Friday, February 25, 2005

Christo's Gates

"The Sun's Not Yellow, It's Chicken" -- Bob Dylan

My wife and I walked through Christo's Gates in Central Park on Wednesday.

I work in an office overlooking Central Park, and in the days leading up to our walk, I looked out the window, and wondered why someone was hanging orange sheets all over Central Park.

I was assured the experience would be much different when I actually walked through the Gates.

Oh and by the way, I was told, the Gates' not orange, it's saffron.

Well, my wife came up to look at the aerial view of the saffron gates and said that it looked like a Home Depot store under construction.

There is so much construction going on in New York City all the time. Lots of people joke that, "I'm not coming back to New York City until they finish it."

And all those construction sites have orange, um, I mean, saffron, pylons that mark off the construction site.

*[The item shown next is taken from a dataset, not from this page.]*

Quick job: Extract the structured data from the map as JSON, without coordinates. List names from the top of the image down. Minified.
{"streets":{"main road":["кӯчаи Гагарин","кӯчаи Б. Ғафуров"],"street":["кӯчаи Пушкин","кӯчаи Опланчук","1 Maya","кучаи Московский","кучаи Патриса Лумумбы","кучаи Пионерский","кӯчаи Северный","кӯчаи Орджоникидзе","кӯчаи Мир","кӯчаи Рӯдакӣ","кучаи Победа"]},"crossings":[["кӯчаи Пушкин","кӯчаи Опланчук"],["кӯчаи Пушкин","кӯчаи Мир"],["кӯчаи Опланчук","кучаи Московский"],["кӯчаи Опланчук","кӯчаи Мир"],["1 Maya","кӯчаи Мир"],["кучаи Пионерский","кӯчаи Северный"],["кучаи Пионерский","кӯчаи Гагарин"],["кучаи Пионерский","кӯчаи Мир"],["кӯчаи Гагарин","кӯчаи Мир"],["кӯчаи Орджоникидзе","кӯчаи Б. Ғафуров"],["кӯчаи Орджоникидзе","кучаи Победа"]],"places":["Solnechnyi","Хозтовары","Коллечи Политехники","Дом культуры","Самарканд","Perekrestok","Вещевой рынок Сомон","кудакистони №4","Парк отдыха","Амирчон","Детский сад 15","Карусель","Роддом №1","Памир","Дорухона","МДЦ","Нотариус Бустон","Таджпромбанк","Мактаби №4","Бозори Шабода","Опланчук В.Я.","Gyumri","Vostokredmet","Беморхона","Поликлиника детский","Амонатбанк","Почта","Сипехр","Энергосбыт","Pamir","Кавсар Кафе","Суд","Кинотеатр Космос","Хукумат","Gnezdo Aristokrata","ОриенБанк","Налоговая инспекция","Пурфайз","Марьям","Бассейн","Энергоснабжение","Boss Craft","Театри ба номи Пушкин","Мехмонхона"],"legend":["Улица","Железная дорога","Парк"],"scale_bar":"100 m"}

Walking through the Gates felt like walking through all the construction scaffolding that was recently in the neighborhood, for years, while they were building the Time Warner Center.

On the whole, the biggest problem with the Gates was a problem I could not have foreseen when I was looking down at them from the 30th floor.

The Gates block your view of the sky. In Central Park you have one of your few opportunites to stand in Manhattan, amongst the trees, look up, and see a view of the sky. The Gates took that away from me.

Every once a while, the Gates are spaced apart a little more, and the wind blows in such and such a way, and the light hits in such and such a way, and it looks nice. And people who have gone through the Gates a few times tell me you never know when that nice effect might happen from day to day. But I'm sorry, that's just coincidence, that's just trying to take some lemons, and, you know, make some lemonade, um, I mean orange-ade. Is there saffron-ade?

Some die-hards tell me that I am missing the entire point. Yes, the Gates make Central Park feel like its under construction. But next week, when the Gates are gone, I'll feel like the Park has completed a renovation, a face-lift. I will have the rush of enjoying the "new improved Central Park." And that rush, that afterglow will be attributable to the Gates.

Well, maybe so. But mostly it reminds me that my own house is under renovation, and that I need to get to Home Depot this weekend.